What is the equation of direct axis short circuit transient time constant?

to 0.368 times its initial value. Direct-axis transient open circuit time constant (do): It is the time, in seconds, required for the transient alternating component of the open-circuit current to decrease to 0.368 times its initial value.

How are symmetrical faults analyzed?

The analysis of symmetrical (L-L-L) faults includes the determination of the voltage at any point (or bus) in the power system network, the current in any branch and value of reactance necessary to limit the fault current to any desired value. The circuit breaker MVA breaking capacity is based on 3-phase fault MVA.

What is steady state reactance?

Finally the transient dies out and the current reaches a steady sinusoidal state called the Steady State. The reactance in this state is called steady state reactance Xd. Since the short circuit current of the alternator lags behind the voltage by 90 degree, the reactance involved are direct axis reactance.

What is the rated breaking capacity of the circuit breaker?

Breaking capacity or interrupting rating is the current that a fuse, circuit breaker, or other electrical apparatus is able to interrupt without being destroyed or causing an electric arc with unacceptable duration.

What is transient reactance?

Reactance Defined Identifying a generator’s transient reactance helps the specifier approximate voltage dip when large motors are started. It also helps the specifier approximate the current in a three-phase short-circuit condition to specify correct circuit breaker protection.

How do you find the short circuit current of a circuit breaker?

I S.C. for 3 Ph = I F.L /Z%; where I. S.C. is the short circuit current, and Z% is the transformer impedance; which usually can be obtained from the local utility company.

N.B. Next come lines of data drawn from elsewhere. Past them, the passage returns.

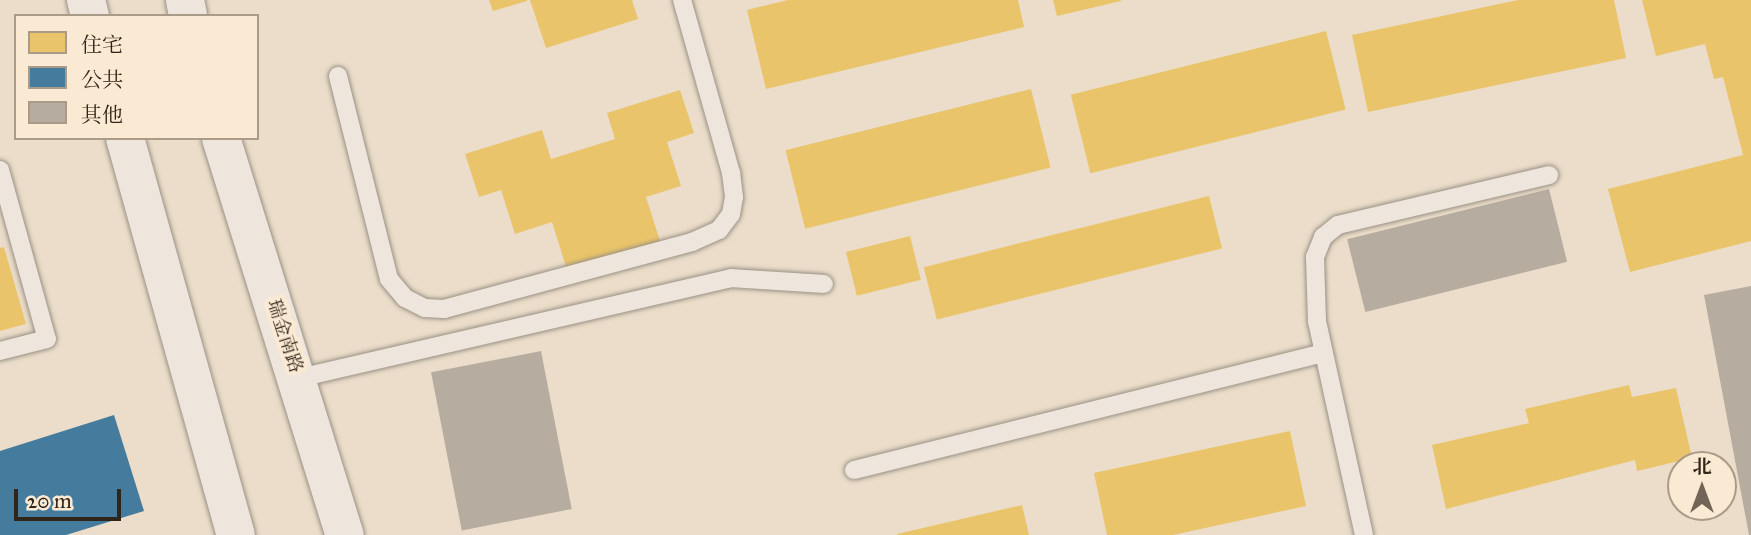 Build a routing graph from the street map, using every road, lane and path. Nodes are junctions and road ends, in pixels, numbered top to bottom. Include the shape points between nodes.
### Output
1 (682, 0) edge
2 (338, 76) dead end
3 (126, 140) edge
4 (222, 140) edge
5 (0, 170) edge
6 (1549, 175) dead end
7 (824, 284) dead end
8 (0, 351) edge
9 (1324, 354) junction
10 (299, 378) junction
11 (853, 470) dead end
12 (236, 535) edge
13 (345, 535) edge
14 (1364, 535) edge

1 - 2 lane via 731,173 731,214 719,230 692,243 443,309 425,308 405,298 389,279
3 - 12 main road
4 - 10 main road, 瑞金南路
5 - 8 lane via 47,339
6 - 9 lane via 1338,225 1323,237 1315,257 1313,288
7 - 10 lane via 731,278
9 - 11 lane
9 - 14 lane
10 - 13 main road, 瑞金南路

I S.C. 3 ph for point 1 = 1202 /0.05 = 24,506 A or 24.5 KA (this is the available short circuit current at point 1).

What is fault level calculation?

Fault level at any given point of the Electric Power Supply Network is the maximum current that would flow in case of a short circuit fault at that point. The circuit breaker should be capable of Breaking & Making current as per their ratings & should also have Rated short time capacity.

What is the formula for short circuit current?

This applied voltage divided by the rated primary voltage (times 100) is the impedance of the transformer. Example: For a 480 Volt rated primary, if 9.6 volts causes secondary full load current to flow through the shorted secondary, the transformer impedance is 9.6/480 = . 02 = 2%Z.

How do you calculate fault current in a circuit?

Fault current calculations are based on Ohm’s Law in which the current (I) equals the voltage (V) divided by the resistance (R). The formula is I = V/R. When there is a short circuit the resistance becomes very small, and that means the current becomes very large.

What is maximum fault current?

Maximum fault currents help determine the required interrupting capacities of overcurrent protective devices. Minimum fault currents are used in coordinating operations of overcurrent devices, re-closers and relays.

How much does it cost to fix short circuit?

Nationally, the average cost for having an electrician replace a bad circuit breaker switch is $150 to $200, including labor and materials.